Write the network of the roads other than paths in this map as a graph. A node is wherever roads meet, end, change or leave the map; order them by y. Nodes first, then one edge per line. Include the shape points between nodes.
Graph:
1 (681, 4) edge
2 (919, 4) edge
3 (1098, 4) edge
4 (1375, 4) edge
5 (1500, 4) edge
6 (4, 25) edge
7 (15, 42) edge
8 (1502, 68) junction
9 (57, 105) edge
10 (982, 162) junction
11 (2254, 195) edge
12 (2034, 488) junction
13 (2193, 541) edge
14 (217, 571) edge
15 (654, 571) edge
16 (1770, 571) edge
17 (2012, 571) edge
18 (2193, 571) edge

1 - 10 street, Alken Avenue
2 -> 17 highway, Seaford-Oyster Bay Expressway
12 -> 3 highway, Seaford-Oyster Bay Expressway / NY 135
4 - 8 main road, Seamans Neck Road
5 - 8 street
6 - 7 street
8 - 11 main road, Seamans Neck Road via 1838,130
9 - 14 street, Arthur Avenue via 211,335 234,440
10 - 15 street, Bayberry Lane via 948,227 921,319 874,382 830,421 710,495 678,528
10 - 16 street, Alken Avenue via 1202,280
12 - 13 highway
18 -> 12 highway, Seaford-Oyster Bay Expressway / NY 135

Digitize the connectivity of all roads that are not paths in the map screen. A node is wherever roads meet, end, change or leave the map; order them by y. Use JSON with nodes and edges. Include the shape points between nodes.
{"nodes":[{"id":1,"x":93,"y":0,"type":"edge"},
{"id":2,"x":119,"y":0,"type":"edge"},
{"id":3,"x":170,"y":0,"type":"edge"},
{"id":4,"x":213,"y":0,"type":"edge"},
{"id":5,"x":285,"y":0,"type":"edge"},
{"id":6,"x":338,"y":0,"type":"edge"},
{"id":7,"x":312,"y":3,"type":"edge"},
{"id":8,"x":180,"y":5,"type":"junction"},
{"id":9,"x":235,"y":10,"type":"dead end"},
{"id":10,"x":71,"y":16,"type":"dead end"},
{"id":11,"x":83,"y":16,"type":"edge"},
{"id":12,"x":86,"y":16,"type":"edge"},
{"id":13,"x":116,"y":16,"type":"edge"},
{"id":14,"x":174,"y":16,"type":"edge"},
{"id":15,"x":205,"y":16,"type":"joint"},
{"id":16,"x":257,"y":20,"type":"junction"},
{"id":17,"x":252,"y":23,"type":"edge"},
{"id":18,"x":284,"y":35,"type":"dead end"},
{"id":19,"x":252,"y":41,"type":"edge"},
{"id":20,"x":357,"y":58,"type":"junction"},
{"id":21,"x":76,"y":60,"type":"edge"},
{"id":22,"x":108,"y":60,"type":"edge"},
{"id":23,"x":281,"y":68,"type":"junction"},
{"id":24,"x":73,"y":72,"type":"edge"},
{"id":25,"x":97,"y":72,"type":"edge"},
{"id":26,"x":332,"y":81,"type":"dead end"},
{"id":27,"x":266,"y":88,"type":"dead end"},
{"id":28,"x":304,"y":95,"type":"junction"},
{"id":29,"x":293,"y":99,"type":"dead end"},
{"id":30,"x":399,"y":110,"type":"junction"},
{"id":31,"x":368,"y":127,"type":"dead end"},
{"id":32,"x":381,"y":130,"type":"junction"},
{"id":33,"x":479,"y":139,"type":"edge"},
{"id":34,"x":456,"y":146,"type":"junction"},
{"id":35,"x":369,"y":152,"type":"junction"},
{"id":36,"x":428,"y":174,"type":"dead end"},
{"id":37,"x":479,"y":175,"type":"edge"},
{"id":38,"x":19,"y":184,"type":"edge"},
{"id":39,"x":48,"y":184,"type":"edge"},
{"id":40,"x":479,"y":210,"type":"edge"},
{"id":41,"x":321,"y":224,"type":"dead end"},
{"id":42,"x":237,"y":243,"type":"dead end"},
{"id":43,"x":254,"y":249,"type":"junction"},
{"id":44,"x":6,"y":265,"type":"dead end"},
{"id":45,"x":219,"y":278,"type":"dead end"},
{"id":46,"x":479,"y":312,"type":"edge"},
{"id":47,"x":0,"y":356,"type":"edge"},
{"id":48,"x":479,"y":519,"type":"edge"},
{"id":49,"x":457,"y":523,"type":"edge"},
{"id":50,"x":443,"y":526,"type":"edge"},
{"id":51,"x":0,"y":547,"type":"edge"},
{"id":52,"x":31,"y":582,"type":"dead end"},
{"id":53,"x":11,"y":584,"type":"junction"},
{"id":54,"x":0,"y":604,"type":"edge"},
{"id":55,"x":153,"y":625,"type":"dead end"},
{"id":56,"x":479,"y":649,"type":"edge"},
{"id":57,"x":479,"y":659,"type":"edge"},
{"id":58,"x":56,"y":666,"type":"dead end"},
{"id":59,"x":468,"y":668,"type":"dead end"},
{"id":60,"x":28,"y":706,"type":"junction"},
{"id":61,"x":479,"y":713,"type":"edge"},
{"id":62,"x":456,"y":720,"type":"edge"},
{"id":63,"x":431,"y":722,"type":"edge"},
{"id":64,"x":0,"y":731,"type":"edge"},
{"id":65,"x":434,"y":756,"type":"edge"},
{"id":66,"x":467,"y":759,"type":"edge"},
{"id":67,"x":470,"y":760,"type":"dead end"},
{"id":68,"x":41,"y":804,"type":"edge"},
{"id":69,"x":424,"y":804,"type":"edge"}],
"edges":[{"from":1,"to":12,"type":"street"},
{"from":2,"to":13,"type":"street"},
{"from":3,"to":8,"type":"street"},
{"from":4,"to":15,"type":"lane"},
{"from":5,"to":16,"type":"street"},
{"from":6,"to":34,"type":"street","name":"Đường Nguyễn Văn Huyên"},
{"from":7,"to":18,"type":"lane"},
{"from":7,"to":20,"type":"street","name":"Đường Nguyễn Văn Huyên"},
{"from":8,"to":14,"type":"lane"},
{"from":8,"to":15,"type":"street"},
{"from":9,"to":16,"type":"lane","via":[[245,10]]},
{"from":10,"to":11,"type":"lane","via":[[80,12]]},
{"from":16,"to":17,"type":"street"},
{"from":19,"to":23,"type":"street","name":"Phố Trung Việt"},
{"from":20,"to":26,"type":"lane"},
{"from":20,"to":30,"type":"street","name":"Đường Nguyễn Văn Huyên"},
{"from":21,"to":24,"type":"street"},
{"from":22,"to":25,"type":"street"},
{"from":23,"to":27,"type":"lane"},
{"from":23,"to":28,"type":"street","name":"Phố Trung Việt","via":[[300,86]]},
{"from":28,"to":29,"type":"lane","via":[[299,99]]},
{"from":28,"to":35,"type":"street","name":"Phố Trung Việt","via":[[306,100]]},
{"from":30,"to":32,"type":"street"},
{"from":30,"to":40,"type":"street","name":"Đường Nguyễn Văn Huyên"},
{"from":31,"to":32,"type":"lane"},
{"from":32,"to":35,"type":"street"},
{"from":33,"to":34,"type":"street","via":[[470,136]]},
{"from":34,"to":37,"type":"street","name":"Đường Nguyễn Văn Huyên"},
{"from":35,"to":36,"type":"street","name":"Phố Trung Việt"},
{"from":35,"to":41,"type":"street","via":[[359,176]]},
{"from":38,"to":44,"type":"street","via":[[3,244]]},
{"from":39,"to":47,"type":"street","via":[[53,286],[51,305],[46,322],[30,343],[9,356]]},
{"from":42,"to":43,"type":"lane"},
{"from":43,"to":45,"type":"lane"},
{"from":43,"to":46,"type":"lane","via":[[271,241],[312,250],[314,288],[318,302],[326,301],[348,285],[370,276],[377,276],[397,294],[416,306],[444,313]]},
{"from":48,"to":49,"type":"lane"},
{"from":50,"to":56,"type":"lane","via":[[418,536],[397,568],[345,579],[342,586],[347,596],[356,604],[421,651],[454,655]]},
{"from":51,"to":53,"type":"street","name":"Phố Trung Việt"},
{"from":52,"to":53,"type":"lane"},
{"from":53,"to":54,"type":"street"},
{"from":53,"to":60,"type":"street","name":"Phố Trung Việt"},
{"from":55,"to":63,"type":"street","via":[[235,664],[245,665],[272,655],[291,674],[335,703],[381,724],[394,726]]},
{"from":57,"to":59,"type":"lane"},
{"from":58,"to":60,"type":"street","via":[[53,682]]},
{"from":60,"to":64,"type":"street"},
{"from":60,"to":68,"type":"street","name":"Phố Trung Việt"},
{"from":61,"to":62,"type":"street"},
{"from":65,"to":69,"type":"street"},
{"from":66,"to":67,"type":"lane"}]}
***
• _TASK DIRECTIONS_
Report how many lines of the records above contain the word "change", and give only that number.

• _YOUR RESPONSE_
2